Node.js 22 and 24 are supported on macOS arm64/x64, Linux x64 glibc, and Windows x64:
npm install @arcships/light-ocrThe package installs the matching native runtime and the pinned PP-OCRv6 Small model. It does not download a model at first run or compile native code during postinstall. recognizeEncoded() below is part of the 0.2.0 candidate; 0.1.0 callers should provide decoded pixels to recognize().
import { createEngine } from "@arcships/light-ocr";
import { readFile } from "node:fs/promises";
const engine = await createEngine();
const result = await engine.recognizeEncoded(
await readFile("image.jpg"),
);
// Raw pixels remain available when the host already owns a decode pipeline.
const rawResult = await engine.recognize({
data: pixels,
width,
height,
stride,
pixelFormat: "rgba8",
});
console.log(result.lines);
console.log(rawResult.lines);
await engine.close();See the Node.js guide for the full API, cancellation, queue limits, and lifecycle behavior.
Requirements: Python 3 for bootstrap tooling, CMake, and a C++17 compiler. Dependencies and model inputs are pinned; the built runtime does not depend on Python.
python3 tools/bootstrap_dependencies.py --cache-dir .cache/dependencies
python3 tools/bootstrap_models.py --cache-dir .cache/models
cmake --preset release \
-DLIGHT_OCR_DEPENDENCY_CACHE_DIR="$PWD/.cache/dependencies"
cmake --build --preset release --parallel
ctest --preset releaseSee Build and release for platform prerequisites and C++ API for integration.
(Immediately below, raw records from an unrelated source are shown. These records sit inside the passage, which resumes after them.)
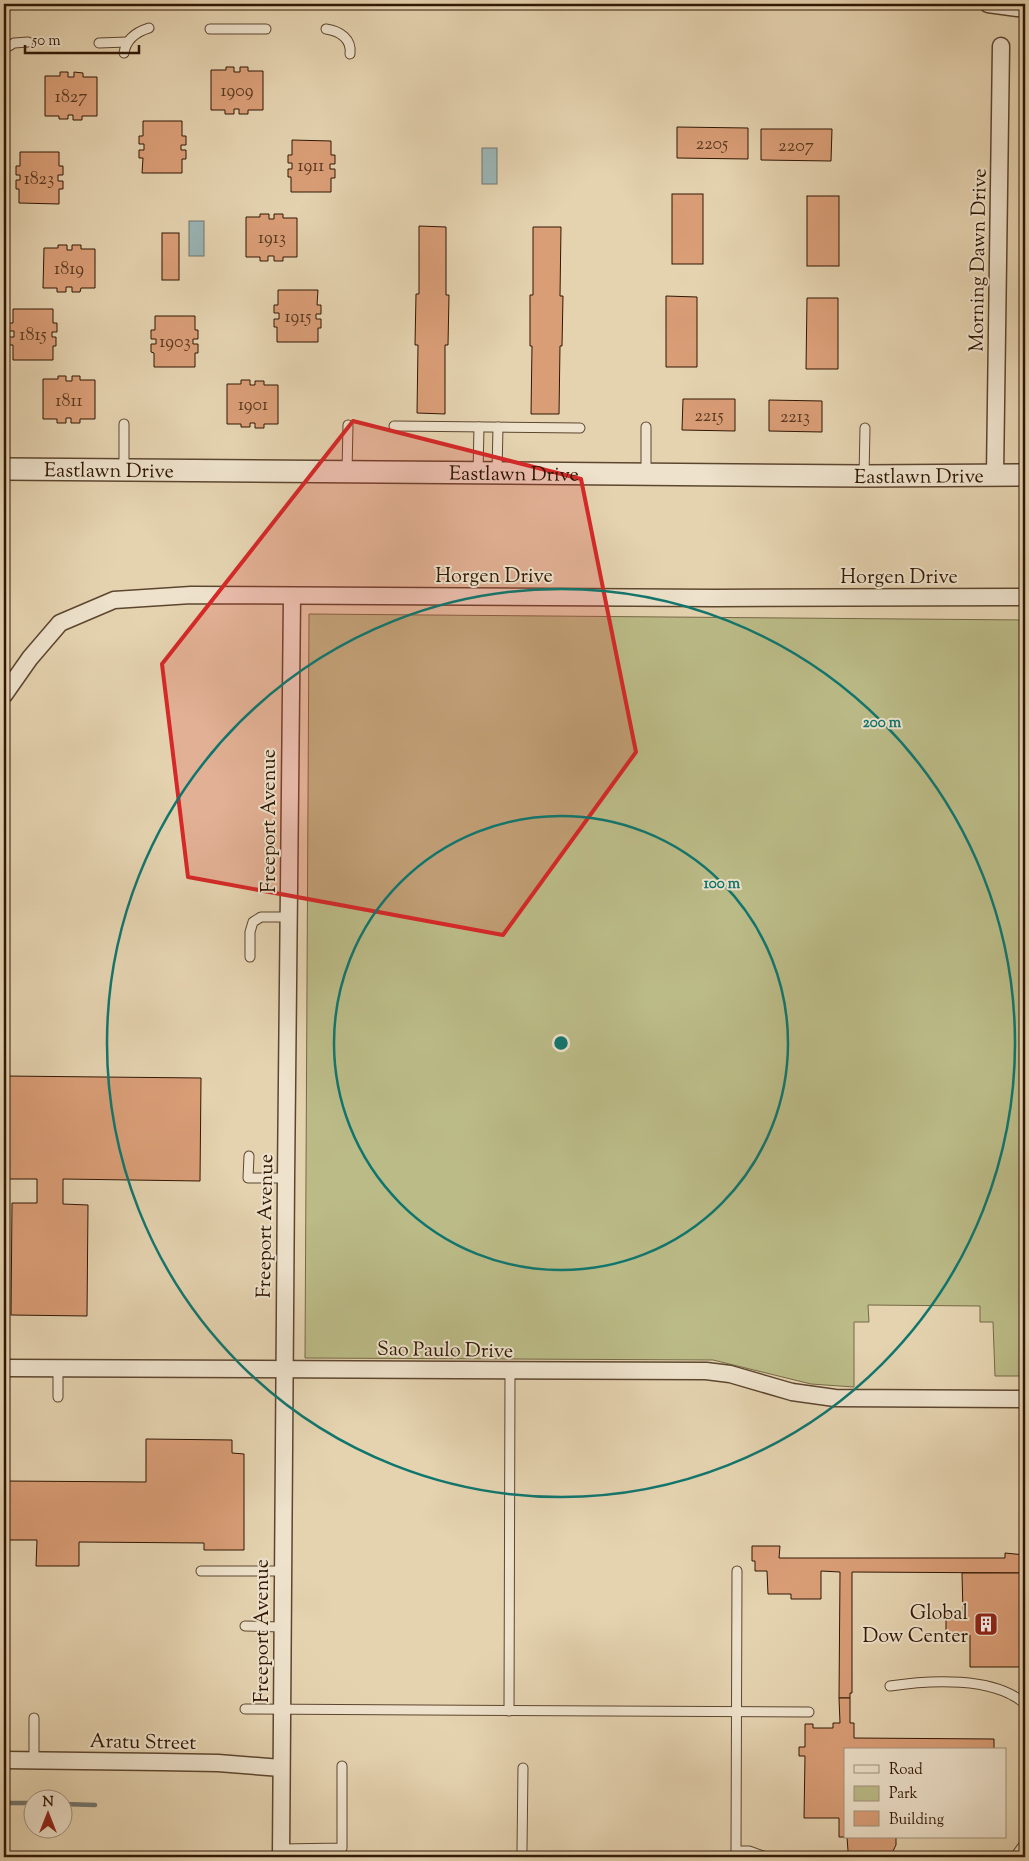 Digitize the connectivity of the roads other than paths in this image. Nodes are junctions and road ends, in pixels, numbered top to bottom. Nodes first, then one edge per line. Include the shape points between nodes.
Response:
1 (988, 4) edge
2 (1025, 9) edge
3 (149, 28) dead end
4 (210, 29) dead end
5 (266, 29) dead end
6 (326, 29) dead end
7 (28, 42) dead end
8 (99, 42) dead end
9 (127, 42) junction
10 (1001, 46) dead end
11 (4, 48) edge
12 (124, 53) dead end
13 (350, 54) dead end
14 (124, 424) dead end
15 (348, 426) dead end
16 (394, 426) dead end
17 (479, 427) junction
18 (646, 427) dead end
19 (498, 428) junction
20 (580, 428) dead end
21 (865, 428) dead end
22 (4, 469) edge
23 (124, 469) junction
24 (347, 471) junction
25 (488, 472) junction
26 (646, 474) junction
27 (995, 475) junction
28 (1025, 475) edge
29 (864, 476) junction
30 (292, 596) junction
31 (1025, 597) edge
32 (4, 695) edge
33 (289, 916) junction
34 (250, 957) dead end
35 (249, 1156) dead end
36 (286, 1178) junction
37 (4, 1368) edge
38 (58, 1368) junction
39 (284, 1368) junction
40 (510, 1370) junction
41 (58, 1397) dead end
42 (1025, 1399) edge
43 (201, 1571) dead end
44 (283, 1571) junction
45 (738, 1571) dead end
46 (245, 1626) dead end
47 (282, 1626) junction
48 (890, 1686) dead end
49 (1025, 1704) edge
50 (244, 1709) dead end
51 (282, 1709) junction
52 (509, 1711) junction
53 (809, 1712) dead end
54 (738, 1713) junction
55 (34, 1718) dead end
56 (4, 1760) edge
57 (34, 1761) junction
58 (342, 1766) dead end
59 (281, 1768) junction
60 (522, 1768) dead end
61 (1025, 1843) edge
62 (522, 1850) dead end
63 (281, 1853) edge
64 (766, 1857) edge
65 (1015, 1857) edge

1 - 2 street
3 - 9 lane
4 - 5 lane
6 - 13 lane via 343,35 351,47
7 - 11 lane via 14,42
8 - 9 lane
9 - 12 lane
10 - 27 street, Morning Dawn Drive
14 - 23 lane
15 - 24 lane
16 - 17 lane
17 - 19 lane
17 - 25 lane
18 - 26 lane
19 - 20 lane
19 - 25 lane
21 - 29 lane
22 - 23 street, Eastlawn Drive
23 - 24 street, Eastlawn Drive
24 - 25 street, Eastlawn Drive
25 - 26 street, Eastlawn Drive
26 - 29 street, Eastlawn Drive
27 - 28 street, Eastlawn Drive
27 - 29 street, Eastlawn Drive
30 - 31 street, Horgen Drive
30 - 32 street, Horgen Drive via 191,595 114,600 60,623
30 - 33 street, Freeport Avenue
33 - 34 lane via 261,917 253,922
33 - 36 street, Freeport Avenue
35 - 36 lane via 248,1178
36 - 39 street, Freeport Avenue
37 - 38 street, Sao Paulo Drive
38 - 39 street, Sao Paulo Drive
38 - 41 lane
39 - 40 street, Sao Paulo Drive
39 - 44 street, Freeport Avenue
40 - 42 street, Sao Paulo Drive via 706,1371 812,1395 883,1399
40 - 52 lane
43 - 44 lane
44 - 47 street, Freeport Avenue
45 - 54 lane
46 - 47 lane
47 - 51 street, Freeport Avenue
48 - 49 lane via 955,1682 1009,1692
50 - 51 lane
51 - 52 lane
51 - 59 street, Freeport Avenue
52 - 54 lane
53 - 54 lane
54 - 64 lane via 736,1851 749,1851
55 - 57 lane
56 - 57 street, Aratu Street
57 - 59 street, Aratu Street via 180,1762
58 - 63 lane via 342,1848
59 - 63 street, Freeport Avenue
60 - 62 lane
61 - 65 lane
| Distribution | Status | Platforms |
|---|---|---|
| C++ core source | Available | macOS arm64/x64, Linux x64 glibc, Windows x64 |
| Node-API adapter source | Available | Node.js 22 and 24 |
@arcships/light-ocr |
0.1.0 published |
Node.js 22/24 on all Tier 1 platforms |
@arcships/light-ocr-model-ppocrv6-small |
0.1.0 published |
Platform-independent required model dependency |
| Platform native npm packages | 0.1.0 published |
macOS arm64/x64, Linux x64 glibc, Windows x64 |
The npm distribution installs one facade, one required model package, and the native package matching the host platform. Package contents, versioning, and release gates are documented in npm packaging; immutable 0.1.0 hashes and validation evidence are recorded in the release record.
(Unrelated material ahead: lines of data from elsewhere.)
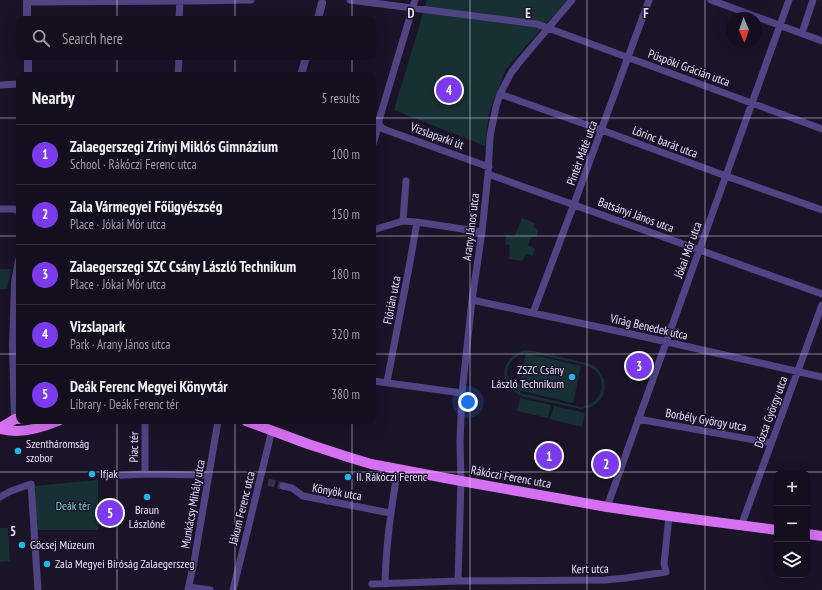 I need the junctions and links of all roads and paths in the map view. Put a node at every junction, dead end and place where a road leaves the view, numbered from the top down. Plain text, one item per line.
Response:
1 (251, 0) edge
2 (350, 0) edge
3 (415, 0) edge
4 (572, 0) edge
5 (649, 0) edge
6 (711, 0) edge
7 (789, 0) edge
8 (813, 0) edge
9 (27, 1) edge
10 (180, 1) edge
11 (323, 1) edge
12 (413, 8) junction
13 (27, 16) edge
14 (179, 16) edge
15 (319, 16) edge
16 (780, 26) junction
17 (548, 29) junction
18 (802, 33) junction
19 (822, 41) edge
20 (628, 58) junction
21 (28, 60) edge
22 (179, 60) edge
23 (305, 60) edge
24 (28, 72) edge
25 (178, 72) edge
26 (302, 72) edge
27 (16, 84) edge
28 (0, 85) edge
29 (500, 94) junction
30 (752, 103) junction
31 (379, 124) junction
32 (822, 129) edge
33 (602, 130) junction
34 (376, 134) edge
35 (489, 170) junction
36 (726, 176) junction
37 (406, 181) dead end
38 (574, 204) junction
39 (0, 209) edge
40 (16, 210) edge
41 (822, 210) edge
42 (403, 221) junction
43 (417, 222) junction
44 (376, 229) edge
45 (482, 232) junction
46 (699, 250) junction
47 (16, 280) edge
48 (822, 294) edge
49 (472, 300) junction
50 (822, 305) edge
51 (533, 313) junction
52 (666, 342) junction
53 (797, 371) junction
54 (822, 377) edge
55 (376, 381) edge
56 (387, 382) junction
57 (462, 393) junction
58 (16, 395) edge
59 (638, 419) junction
60 (16, 420) edge
61 (51, 424) edge
62 (145, 424) edge
63 (218, 424) edge
64 (255, 424) edge
65 (0, 428) edge
66 (272, 430) junction
67 (771, 443) junction
68 (398, 469) junction
69 (145, 474) junction
70 (209, 475) junction
71 (106, 476) dead end
72 (260, 480) junction
73 (268, 482) tunnel mouth
74 (461, 482) junction
75 (283, 486) tunnel mouth
76 (0, 497) edge
77 (607, 507) junction
78 (390, 512) junction
79 (669, 516) junction
80 (741, 526) junction
81 (774, 530) edge
82 (810, 534) edge
83 (822, 536) edge
84 (458, 582) junction
85 (385, 583) junction
86 (372, 584) dead end
87 (188, 588) edge
88 (38, 590) edge
89 (210, 590) edge
90 (233, 590) edge

1 - 10 street
2 - 12 street, Püspöki Grácián utca
3 - 12 street
4 - 17 street, Arany János utca
5 - 20 street, Pintér Máté utca
6 - 16 street
7 - 16 street, Jókai Mór utca
8 - 18 street
9 - 10 street
9 - 13 street
10 - 14 street
11 - 15 street
12 - 17 street, Püspöki Grácián utca
12 - 31 street
16 - 18 street
16 - 30 street, Jókai Mór utca
17 - 20 street, Püspöki Grácián utca
17 - 29 street, Arany János utca
18 - 19 street
20 - 30 street, Püspöki Grácián utca
20 - 33 street, Pintér Máté utca
21 - 24 street
22 - 25 street
23 - 26 street
27 - 28 street
29 - 33 street, Lőrinc barát utca
29 - 35 street, Arany János utca
30 - 32 street, Püspöki Grácián utca
30 - 36 street, Jókai Mór utca
31 - 34 street
31 - 35 street, Vizslaparki út
33 - 36 street, Lőrinc barát utca
33 - 38 street, Pintér Máté utca
35 - 38 street, Batsányi János utca
35 - 45 street, Arany János utca
36 - 41 street, Lőrinc barát utca
36 - 46 street, Jókai Mór utca
37 - 42 street
38 - 46 street, Batsányi János utca
38 - 51 street, Pintér Máté utca
39 - 40 street
42 - 43 street
42 - 44 street
43 - 45 street
43 - 56 street, Flórián utca
45 - 49 street, Arany János utca
46 - 48 street, Batsányi János utca
46 - 52 street, Jókai Mór utca
47 - 58 street
49 - 51 street, Virág Benedek utca
49 - 57 street, Arany János utca
50 - 53 street, Dózsa György utca
51 - 52 street, Virág Benedek utca
52 - 53 street, Virág Benedek utca
52 - 59 street, Jókai Mór utca
53 - 54 street, Virág Benedek utca
53 - 67 street, Dózsa György utca
55 - 56 street
56 - 57 street
57 - 74 street, Arany János utca
59 - 67 street, Borbély György utca
59 - 77 street, Jókai Mór utca
60 - 65 main road
61 - 65 main road
62 - 69 street, Piac tér
63 - 70 street, Munkácsy Mihály utca
64 - 66 main road, Rákóczi Ferenc utca
66 - 68 main road, Rákóczi Ferenc utca
66 - 72 street, Jákum Ferenc utca
67 - 80 street, Dózsa György utca
68 - 74 main road, Rákóczi Ferenc utca
68 - 78 street
69 - 70 street
69 - 71 street
70 - 87 street, Munkácsy Mihály utca
72 - 73 street
72 - 90 street, Jákum Ferenc utca
74 - 77 main road, Rákóczi Ferenc utca
74 - 84 street
75 - 78 street, Könyök utca
76 - 88 street
77 - 79 main road, Rákóczi Ferenc utca
78 - 85 street
79 - 80 main road, Rákóczi Ferenc utca
79 - 84 street, Kert utca
80 - 81 main road, Rákóczi Ferenc utca
82 - 83 main road
84 - 85 street, Kert utca
85 - 86 street, Kert utca
87 - 89 street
light-ocr is under active development. Version 0.1.0 is the first public npm release. The 0.2.0 release candidate adds the deterministic tiled-v1 high-resolution mode and bounded in-memory JPEG/PNG decoding in the Node.js adapter without changing the raw-pixel C++ Core boundary.
As a pre-1.0 project, public APIs and package layout may still evolve; the project does not currently promise a stable cross-release C++ ABI.
The Core CI builds and tests the project on:
- macOS arm64
- macOS x64
- Linux x64 with glibc
- Windows x64
It also runs sanitizers, fuzz smoke tests, offline-runtime checks, output parity, quality, and memory gates. Performance qualification is a separate, explicitly triggered workflow and is not part of ordinary CI or release preflight. See the current implementation status for verified results and known gaps.
- C++ API
- Node.js adapter
- Build and release
- Model bundle
- Accuracy and parity
- High-resolution memory behavior
- Architecture
- Implementation status
Issues and pull requests are welcome. If you are considering light-ocr for a product, feel free to open an issue describing the platform, image source, language mix, and expected workload. Real application scenarios help shape package priorities and future model support.
When reporting a bug, please include the platform, input dimensions and pixel format, the model bundle ID, and a minimal reproduction when possible. Do not attach private source images unless you are comfortable publishing them.
light-ocr is available under the Apache License 2.0. Third-party dependencies and model notices are included with their corresponding release artifacts.